Christopher Switzer (fl c. 1593–1611) was a Swiss line engraver and woodcutter known for providing the illustrations for Matthias de l'Obel's Stirpium adversaria nova (1571), John Norden (such as his 1595 map of Sussex), John Speed's History of Great Britaine (1611) and John Parkinson's Paradisi in Sole Paradisus Terrestris (1629).

He was acknowledged by John Speed as "the most exquisite and curious hand of our age" for his woodcuts of altars, seals and coins in the margin of Speed's History of Great Britaine in 1661, though John Jackson judged the same woodcuts to "abundantly testify that he [Switzer] was a very ordinary workman" in his Treatise on Wood Engraving in 1839.

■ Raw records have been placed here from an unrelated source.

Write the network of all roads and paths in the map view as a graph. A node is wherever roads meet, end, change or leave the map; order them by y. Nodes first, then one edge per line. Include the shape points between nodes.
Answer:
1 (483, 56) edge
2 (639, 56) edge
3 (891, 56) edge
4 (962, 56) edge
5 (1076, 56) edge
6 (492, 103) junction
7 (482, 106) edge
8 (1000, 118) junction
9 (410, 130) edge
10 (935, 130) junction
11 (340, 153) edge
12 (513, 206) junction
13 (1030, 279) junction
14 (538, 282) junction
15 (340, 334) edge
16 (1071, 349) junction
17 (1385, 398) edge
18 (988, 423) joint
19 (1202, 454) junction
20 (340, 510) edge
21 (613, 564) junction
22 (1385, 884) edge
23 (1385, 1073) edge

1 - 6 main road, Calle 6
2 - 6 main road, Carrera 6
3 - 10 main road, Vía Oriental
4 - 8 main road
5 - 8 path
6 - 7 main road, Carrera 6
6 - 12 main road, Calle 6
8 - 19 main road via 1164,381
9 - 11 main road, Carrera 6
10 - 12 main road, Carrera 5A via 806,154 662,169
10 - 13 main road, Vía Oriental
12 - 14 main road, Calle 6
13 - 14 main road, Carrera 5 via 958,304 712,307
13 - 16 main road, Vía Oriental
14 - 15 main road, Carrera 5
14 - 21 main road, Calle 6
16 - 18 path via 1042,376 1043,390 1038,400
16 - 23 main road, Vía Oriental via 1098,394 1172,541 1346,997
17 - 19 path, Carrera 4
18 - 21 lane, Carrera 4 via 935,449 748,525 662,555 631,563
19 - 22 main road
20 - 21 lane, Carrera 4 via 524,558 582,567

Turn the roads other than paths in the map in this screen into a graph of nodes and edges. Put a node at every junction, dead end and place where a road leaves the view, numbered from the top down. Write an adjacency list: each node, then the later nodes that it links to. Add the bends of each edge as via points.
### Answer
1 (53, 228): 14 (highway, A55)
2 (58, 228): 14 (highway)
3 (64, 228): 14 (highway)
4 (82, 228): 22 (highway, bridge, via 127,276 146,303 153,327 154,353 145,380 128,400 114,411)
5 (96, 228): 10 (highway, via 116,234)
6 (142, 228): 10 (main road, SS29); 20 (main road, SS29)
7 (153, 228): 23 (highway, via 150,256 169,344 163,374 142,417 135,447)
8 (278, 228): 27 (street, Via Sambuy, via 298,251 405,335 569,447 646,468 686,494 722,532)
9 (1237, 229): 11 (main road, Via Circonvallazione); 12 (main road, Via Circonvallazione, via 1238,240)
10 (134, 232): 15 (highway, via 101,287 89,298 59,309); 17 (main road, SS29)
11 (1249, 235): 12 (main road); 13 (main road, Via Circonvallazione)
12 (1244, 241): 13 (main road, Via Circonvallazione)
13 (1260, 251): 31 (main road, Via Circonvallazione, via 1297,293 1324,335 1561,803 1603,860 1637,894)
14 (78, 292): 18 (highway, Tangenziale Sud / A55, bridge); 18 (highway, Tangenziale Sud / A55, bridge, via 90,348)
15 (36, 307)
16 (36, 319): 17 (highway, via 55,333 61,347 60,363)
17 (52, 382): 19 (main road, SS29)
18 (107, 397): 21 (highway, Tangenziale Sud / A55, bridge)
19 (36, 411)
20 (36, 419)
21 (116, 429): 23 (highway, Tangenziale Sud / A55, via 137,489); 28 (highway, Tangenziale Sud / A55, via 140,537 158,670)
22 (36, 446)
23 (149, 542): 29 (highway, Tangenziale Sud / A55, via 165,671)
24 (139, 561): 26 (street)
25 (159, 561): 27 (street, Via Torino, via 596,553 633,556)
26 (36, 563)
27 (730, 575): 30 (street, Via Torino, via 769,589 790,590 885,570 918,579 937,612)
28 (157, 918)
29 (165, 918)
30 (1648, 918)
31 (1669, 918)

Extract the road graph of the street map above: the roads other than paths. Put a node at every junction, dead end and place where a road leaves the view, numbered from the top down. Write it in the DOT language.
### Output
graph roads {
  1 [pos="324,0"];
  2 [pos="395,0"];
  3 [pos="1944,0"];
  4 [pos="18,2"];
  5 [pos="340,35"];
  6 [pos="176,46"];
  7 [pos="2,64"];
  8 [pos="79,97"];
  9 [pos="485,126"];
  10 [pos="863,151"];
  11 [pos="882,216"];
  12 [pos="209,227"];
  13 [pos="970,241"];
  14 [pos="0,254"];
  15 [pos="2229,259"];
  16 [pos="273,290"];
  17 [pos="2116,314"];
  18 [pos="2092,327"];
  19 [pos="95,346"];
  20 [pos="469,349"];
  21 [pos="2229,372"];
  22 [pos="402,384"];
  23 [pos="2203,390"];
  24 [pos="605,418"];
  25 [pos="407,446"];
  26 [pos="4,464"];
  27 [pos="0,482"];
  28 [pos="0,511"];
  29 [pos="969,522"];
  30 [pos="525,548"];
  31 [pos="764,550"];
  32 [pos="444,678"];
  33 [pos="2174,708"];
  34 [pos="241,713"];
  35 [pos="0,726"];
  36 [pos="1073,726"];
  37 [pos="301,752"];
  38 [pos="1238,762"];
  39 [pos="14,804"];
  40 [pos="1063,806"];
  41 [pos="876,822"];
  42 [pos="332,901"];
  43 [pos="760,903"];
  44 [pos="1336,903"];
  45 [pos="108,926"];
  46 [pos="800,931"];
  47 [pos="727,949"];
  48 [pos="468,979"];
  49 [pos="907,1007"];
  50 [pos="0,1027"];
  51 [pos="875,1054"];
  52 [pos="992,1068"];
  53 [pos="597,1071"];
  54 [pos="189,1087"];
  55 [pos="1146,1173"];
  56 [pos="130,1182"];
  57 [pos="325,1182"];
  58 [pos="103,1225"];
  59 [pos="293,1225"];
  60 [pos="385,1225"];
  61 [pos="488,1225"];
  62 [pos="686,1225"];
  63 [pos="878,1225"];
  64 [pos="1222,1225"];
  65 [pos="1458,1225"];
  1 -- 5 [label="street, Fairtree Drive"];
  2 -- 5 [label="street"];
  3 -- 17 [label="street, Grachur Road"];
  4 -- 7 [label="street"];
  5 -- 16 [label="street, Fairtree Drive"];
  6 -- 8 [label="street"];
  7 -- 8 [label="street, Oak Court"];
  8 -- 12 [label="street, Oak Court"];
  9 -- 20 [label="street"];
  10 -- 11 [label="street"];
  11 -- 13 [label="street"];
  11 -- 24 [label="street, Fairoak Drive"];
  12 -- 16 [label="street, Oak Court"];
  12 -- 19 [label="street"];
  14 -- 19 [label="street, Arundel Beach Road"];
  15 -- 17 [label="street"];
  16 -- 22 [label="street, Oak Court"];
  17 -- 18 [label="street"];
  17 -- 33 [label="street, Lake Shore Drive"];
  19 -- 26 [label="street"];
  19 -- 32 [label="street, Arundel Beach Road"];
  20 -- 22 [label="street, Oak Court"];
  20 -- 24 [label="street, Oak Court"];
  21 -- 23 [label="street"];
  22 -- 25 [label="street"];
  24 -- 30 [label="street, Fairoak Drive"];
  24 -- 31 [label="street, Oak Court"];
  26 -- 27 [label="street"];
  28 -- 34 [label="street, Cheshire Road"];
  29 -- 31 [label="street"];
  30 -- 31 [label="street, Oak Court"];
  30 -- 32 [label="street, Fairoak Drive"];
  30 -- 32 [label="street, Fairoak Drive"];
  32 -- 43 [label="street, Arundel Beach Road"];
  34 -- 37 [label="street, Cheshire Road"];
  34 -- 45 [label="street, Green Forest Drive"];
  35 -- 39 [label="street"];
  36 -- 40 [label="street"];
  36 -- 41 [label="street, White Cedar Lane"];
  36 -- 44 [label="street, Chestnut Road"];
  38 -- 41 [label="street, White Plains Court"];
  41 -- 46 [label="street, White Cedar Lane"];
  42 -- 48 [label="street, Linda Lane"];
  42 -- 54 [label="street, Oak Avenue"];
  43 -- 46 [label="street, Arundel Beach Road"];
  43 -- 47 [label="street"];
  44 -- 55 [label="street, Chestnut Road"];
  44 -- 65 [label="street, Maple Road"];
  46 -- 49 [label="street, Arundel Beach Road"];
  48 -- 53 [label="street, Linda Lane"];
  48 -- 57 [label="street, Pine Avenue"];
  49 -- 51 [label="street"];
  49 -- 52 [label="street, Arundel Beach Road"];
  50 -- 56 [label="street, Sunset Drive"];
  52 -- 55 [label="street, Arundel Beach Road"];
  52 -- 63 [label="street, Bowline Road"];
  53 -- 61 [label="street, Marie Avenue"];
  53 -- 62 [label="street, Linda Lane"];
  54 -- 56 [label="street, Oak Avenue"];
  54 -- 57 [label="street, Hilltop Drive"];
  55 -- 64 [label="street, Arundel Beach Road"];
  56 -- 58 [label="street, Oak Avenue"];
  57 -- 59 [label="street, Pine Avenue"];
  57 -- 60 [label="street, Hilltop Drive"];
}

Switzer either enjoyed a long career with some of his work published posthumously (such as with Parkinson's Paradisi in Sole Paradisus Terrestris), or the works of a similarly named father and son have been confused. In 1662 John Evelyn wrote that the woodcuts for Parkinson and l'Obel were by the father, with other unnamed works by the son. John Jackson agreed with Evelyn, however in 1839 he asserted that "of the younger Switzer’s abilities I have had no means of judging, never having seen a single cut which was known to be of his engraving".

== Notes ==
a.Arthur M. Hind records the following variations of Christopher's surname; Schweitzer, Schweytzer, Schweizer, Schwytzer, Schwyzer, Shwytzer, Schwitzer, Swytzer, Switzer, Switser and Swister.